April 1950 — A fisherman searching the bottom of a lake for his lost outboard motor finds something quite a bit more impressive, and soon a dredging company unearths (unwaters?) Baldwin locomotive #3025 (and its 3 saponified corpses) from the silt and muck it sank in back in 1906.
Nearby, a tall, anonymous observer watches closely. He knows what happened 44 years ago. He was there....
January 1906 — A bank robber disguised as a wino makes off with a $325,000 mining payroll, leaving three dead victims in his wake. This is at least his fifteenth such undertaking, and the public knows him as the Butcher Bandit.
Joseph Van Dorn, founder of the famous detective agency that carries his name, puts his best man on the Butcher Bandit case: Isaac Bell, who feels that the bandit plans his escapades so well that he will undoubtedly be tripped up by a single overlooked mistake. Bell proposes that it is the job of the Van Dorn detectives "to find that insignificant mistake."
Jacob Cromwell is president of the Cromwell National Bank, but where he got his initial capital is a mystery. His sister Margaret seems to have some connection with the Bandit, but that, too, is not clear. With little else to go on, Bell focuses his sights on the Cromwell siblings, though they appear to be San Francisco's biggest philanthropists.
Clever villains make for the most interesting reading, and author Clive Cussler's The Chase offers up one of the cleverest in the Butcher Bandit. He robs and kills, and yet always escapes due to his very careful planning. (Some may say that this much planning is unbelievable, but Cussler never allows it to slip into parody, though he may have his tongue in his cheek.) But the Butcher's ambition and ego may just be his downfall.
However, as bright as the Butcher is, Cussler's newest hero Isaac Bell is at least as clever. Bell is from an independently wealthy family, so his interest in investigation is pure; he's not doing it for the money. He has his quirks, but he is a mostly relatable hero. The reader learns who the Bandit is fairly early on, and from then on The Chase offers a suspenseful ride of wondering when Bell and the Bandit will meet.
The Chase also features a close-up view of the San Francisco earthquake of that year. And Cussler caps things off with a thrilling locomotive chase across the Sierra Nevadas and north to Montana, with no working telegraph lines to warn of oncoming trains keeping the suspense at similarly mountainous heights.

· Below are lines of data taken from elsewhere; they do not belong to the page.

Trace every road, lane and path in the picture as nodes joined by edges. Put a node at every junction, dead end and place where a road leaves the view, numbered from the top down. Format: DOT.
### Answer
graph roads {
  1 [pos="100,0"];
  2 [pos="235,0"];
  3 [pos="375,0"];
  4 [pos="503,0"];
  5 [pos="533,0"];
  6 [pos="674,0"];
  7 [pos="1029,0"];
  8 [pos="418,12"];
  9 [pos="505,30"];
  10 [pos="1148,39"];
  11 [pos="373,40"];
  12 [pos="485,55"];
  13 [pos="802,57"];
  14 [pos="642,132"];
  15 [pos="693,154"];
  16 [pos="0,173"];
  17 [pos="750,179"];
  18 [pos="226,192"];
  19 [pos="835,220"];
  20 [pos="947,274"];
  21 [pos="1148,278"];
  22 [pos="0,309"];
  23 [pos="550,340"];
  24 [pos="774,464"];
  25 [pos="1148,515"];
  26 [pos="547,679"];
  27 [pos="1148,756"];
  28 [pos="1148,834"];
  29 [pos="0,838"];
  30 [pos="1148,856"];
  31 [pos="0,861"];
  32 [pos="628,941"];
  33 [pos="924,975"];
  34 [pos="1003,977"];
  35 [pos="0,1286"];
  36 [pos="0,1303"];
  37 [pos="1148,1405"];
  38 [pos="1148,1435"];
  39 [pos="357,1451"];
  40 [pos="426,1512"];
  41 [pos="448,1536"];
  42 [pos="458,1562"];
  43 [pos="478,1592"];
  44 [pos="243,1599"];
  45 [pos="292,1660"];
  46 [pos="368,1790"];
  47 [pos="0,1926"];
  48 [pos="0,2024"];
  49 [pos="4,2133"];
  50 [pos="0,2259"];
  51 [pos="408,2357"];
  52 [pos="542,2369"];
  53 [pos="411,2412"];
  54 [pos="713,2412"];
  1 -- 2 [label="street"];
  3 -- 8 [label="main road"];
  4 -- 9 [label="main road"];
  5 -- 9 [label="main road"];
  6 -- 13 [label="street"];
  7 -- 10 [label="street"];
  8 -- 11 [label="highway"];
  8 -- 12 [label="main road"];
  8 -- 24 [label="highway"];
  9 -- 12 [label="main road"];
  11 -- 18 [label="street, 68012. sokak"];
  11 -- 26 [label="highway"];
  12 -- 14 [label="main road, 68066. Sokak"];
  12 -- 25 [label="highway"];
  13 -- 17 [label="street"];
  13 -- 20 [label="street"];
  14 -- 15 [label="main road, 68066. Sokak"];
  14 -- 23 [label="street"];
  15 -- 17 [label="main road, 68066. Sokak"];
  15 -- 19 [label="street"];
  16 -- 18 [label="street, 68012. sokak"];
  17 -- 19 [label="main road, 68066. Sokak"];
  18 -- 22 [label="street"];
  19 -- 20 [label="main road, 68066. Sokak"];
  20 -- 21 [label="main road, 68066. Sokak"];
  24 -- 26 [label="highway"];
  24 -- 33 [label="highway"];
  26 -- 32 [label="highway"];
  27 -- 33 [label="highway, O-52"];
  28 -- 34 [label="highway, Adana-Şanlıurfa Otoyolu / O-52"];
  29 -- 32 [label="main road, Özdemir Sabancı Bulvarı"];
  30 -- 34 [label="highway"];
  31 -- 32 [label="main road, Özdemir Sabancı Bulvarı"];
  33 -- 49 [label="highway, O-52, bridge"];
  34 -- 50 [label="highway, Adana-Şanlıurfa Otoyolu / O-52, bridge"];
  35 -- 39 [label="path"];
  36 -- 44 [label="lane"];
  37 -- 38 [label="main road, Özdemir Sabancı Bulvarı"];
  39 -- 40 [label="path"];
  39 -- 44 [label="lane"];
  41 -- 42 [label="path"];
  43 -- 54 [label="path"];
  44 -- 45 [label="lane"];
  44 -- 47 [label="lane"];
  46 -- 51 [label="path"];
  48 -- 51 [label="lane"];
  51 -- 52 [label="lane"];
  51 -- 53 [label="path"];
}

The historical aspects of The Chase are also fun. It takes place mostly just after the turn of the 20th century, so it has many aspects of a Western (since that's only about 25 years after most Westerns are usually set). I especially enjoy a good Western-mystery, so this one really fits the bill, especially with the added adventure.
The Chase was first appreciated as a standalone thriller. But an also train-related sequel set the following year in 1907, The Wrecker (written with Justin Scott), has since appeared, with presumably more to come.
Trivia: Cussler tips his hat to a classic bank-robbery film by having Salt Lake police detective John Casale have nearly the same name as John Cazale, the actor who played Sal to Al Pacino's Sonny in Dog Day Afternoon.